安心、安全を考慮し衛生管理の行き届いた工場で、品質、味を確認しながら正確に計量し、1つずつ野沢菜をパッキングしています。品質を保つため大型冷蔵庫(0℃)に保管し、冷却して出荷します。

野沢菜について

野沢菜の歴史

「寺種」と呼ばれる、野沢菜の原種を栽培している健命寺。この寺に野沢菜の由来が伝わっています。京都に遊学した八代目住職が宝暦6年(1756年)に野沢に持ち帰った天王寺蕪が野沢菜の始まりだそうです。
天王寺蕪とは、大阪市が原産の扁平な蕪で、皮、実共に白く、千枚漬にできるほど大型です。それが野沢の雪深い気候で変化したものが野沢菜です。今でも、畑から抜くと根元に蕪がついていますし、日当たりと風通しの良い場所で育てると、元の性質が出てくるのか蕪の部分が随分大きくなります。
植物分類学上から言えば、野沢菜は白菜と同じ十字花科植物で、同科の植物と非常に交配しやすい性質があります。

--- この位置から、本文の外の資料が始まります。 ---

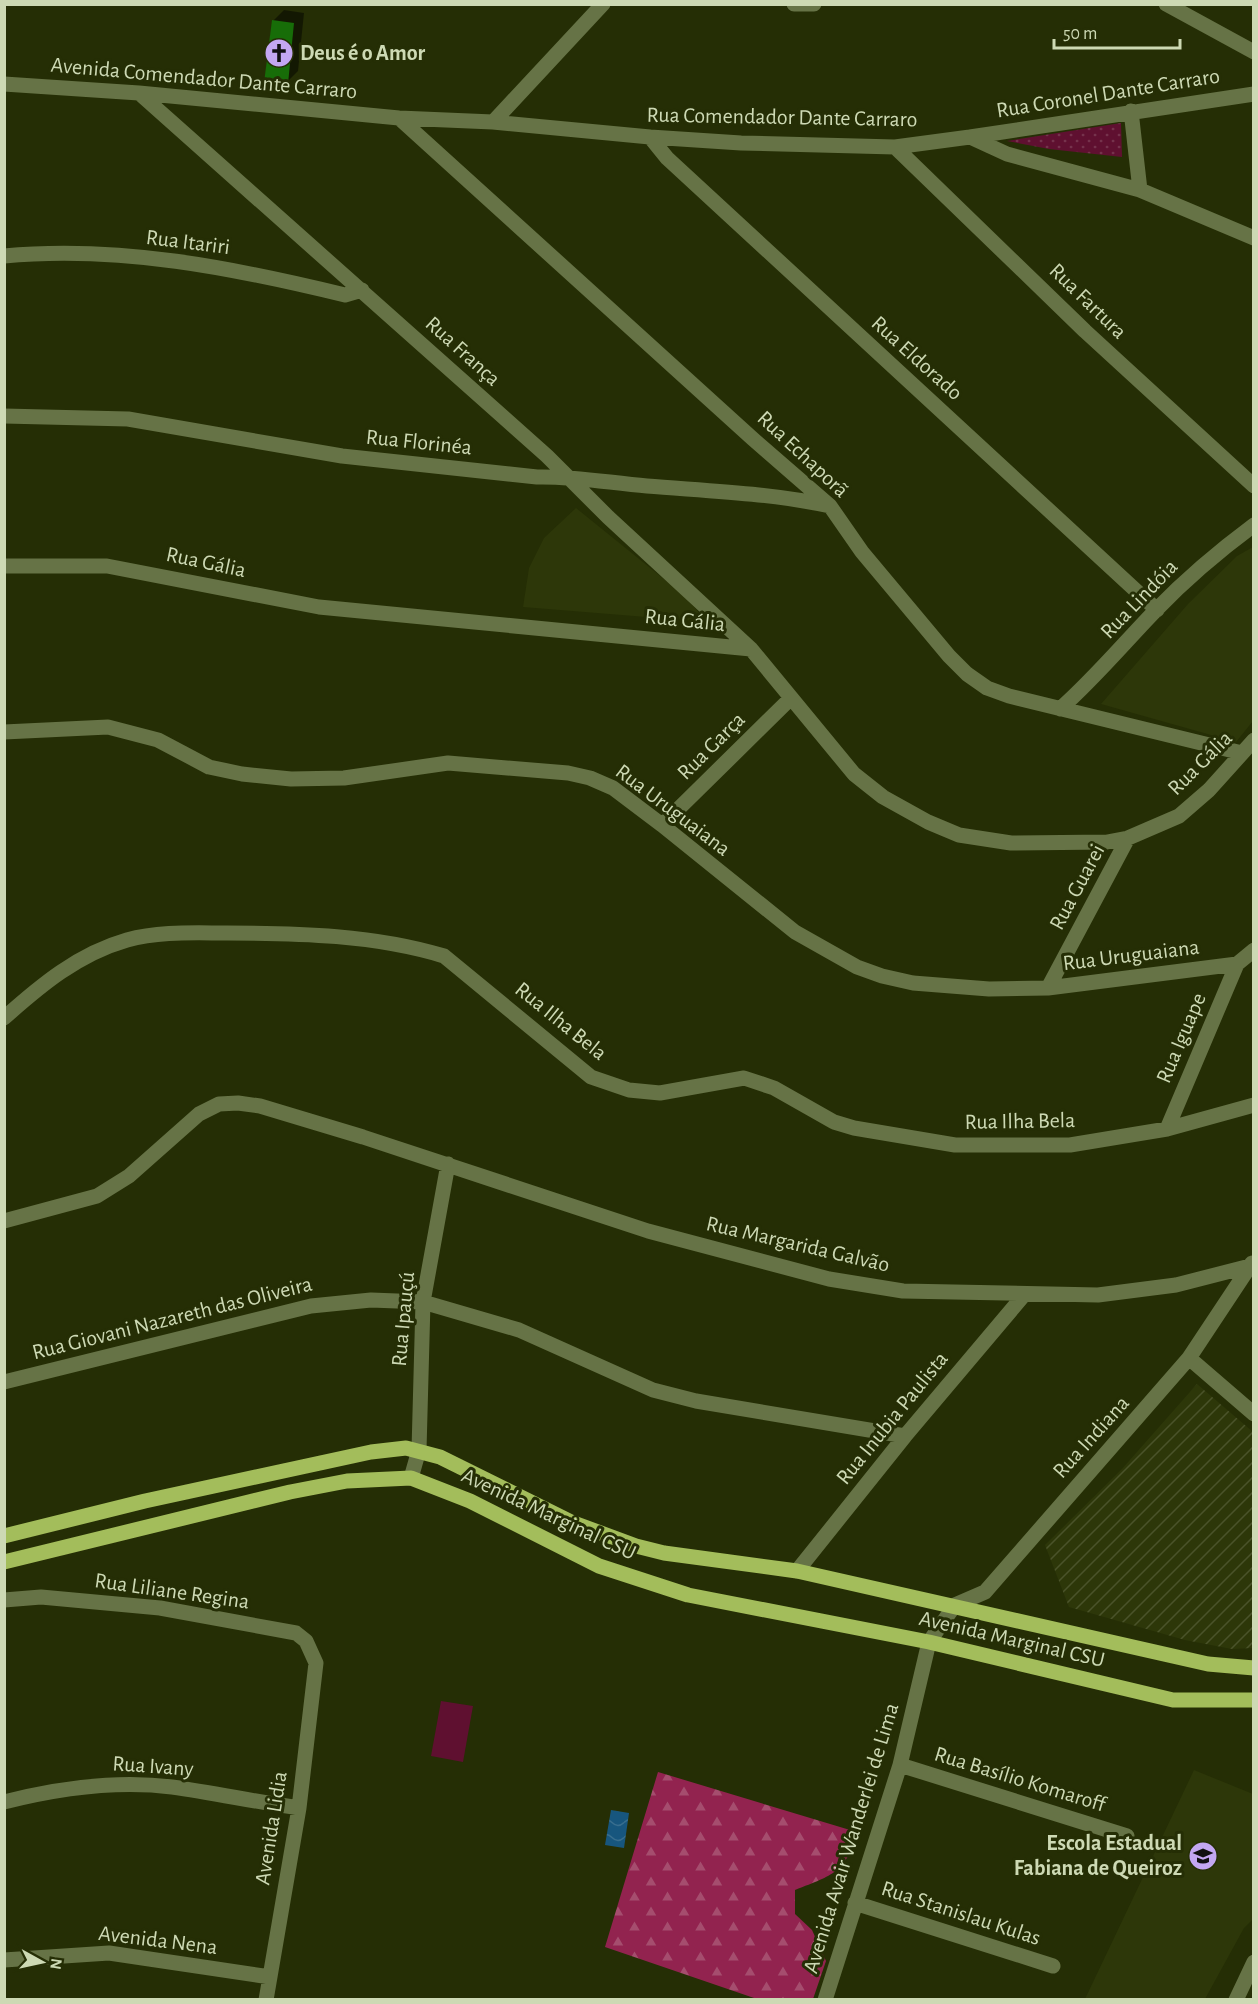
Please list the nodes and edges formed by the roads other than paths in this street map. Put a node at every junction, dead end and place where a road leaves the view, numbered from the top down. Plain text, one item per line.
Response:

それにもかかわらず「野沢温泉の野沢菜」という品種が定着したのは、周囲を山に囲まれた小盆地の中にあるという地形と、一年のうち数ヶ月も雪に閉ざされる気象条件が理由でしょう。
明治頃、野沢に来る湯治客の分布と野沢菜の栽培圏がほぼ一致していたといいます。何故なら、湯治に来て野沢菜漬を食べた人たちが美味しさに感心し、種をお土産で持ち帰ったからです。全国で栽培されるようになった今、野沢温泉に全国からお客様が訪れるのはお土産の種のせいではないでしょうけど、面白い一致があるものです。

野沢菜の凄い効果

最近でこそ、野沢菜漬けに使われる塩は減っていますが、それでも長期に食べる保存食の野沢菜には塩が欠かせません。そんな塩を使った野沢菜漬を常食する信州は、長寿県と呼ばれます。
これには、野沢菜とお茶の組み合わせに驚くべき発見があったのと無関係ではありません。野沢菜・お茶単独ではその効果が顕著でないのに、組み合わせると、驚くほどの抗酸化力を発揮するという発見が、東北大学教授・農学博士・大久保一良教授の研究によって明らかになったのです。
また、発ガン物質を抑えるには、ビタミンCが効果的で、野沢菜漬にはキュウリの漬物の5倍・ナスの漬物の10倍のビタミンCが含まれています。昭和61年に長井至氏が、ガン予防に最も優れた漬物は野沢菜漬であると発表しました。
また、ヨーグルトと同じ乳酸菌発酵食品でもあります。ナトリウム、カリウム、カルシウムも豊富で、食物繊維や亜鉛も含まれています。様々な栄養素が豊富な野沢菜漬けは、伝統食でもありながら、健康志向の現代人にぴったりの食べ物なのです。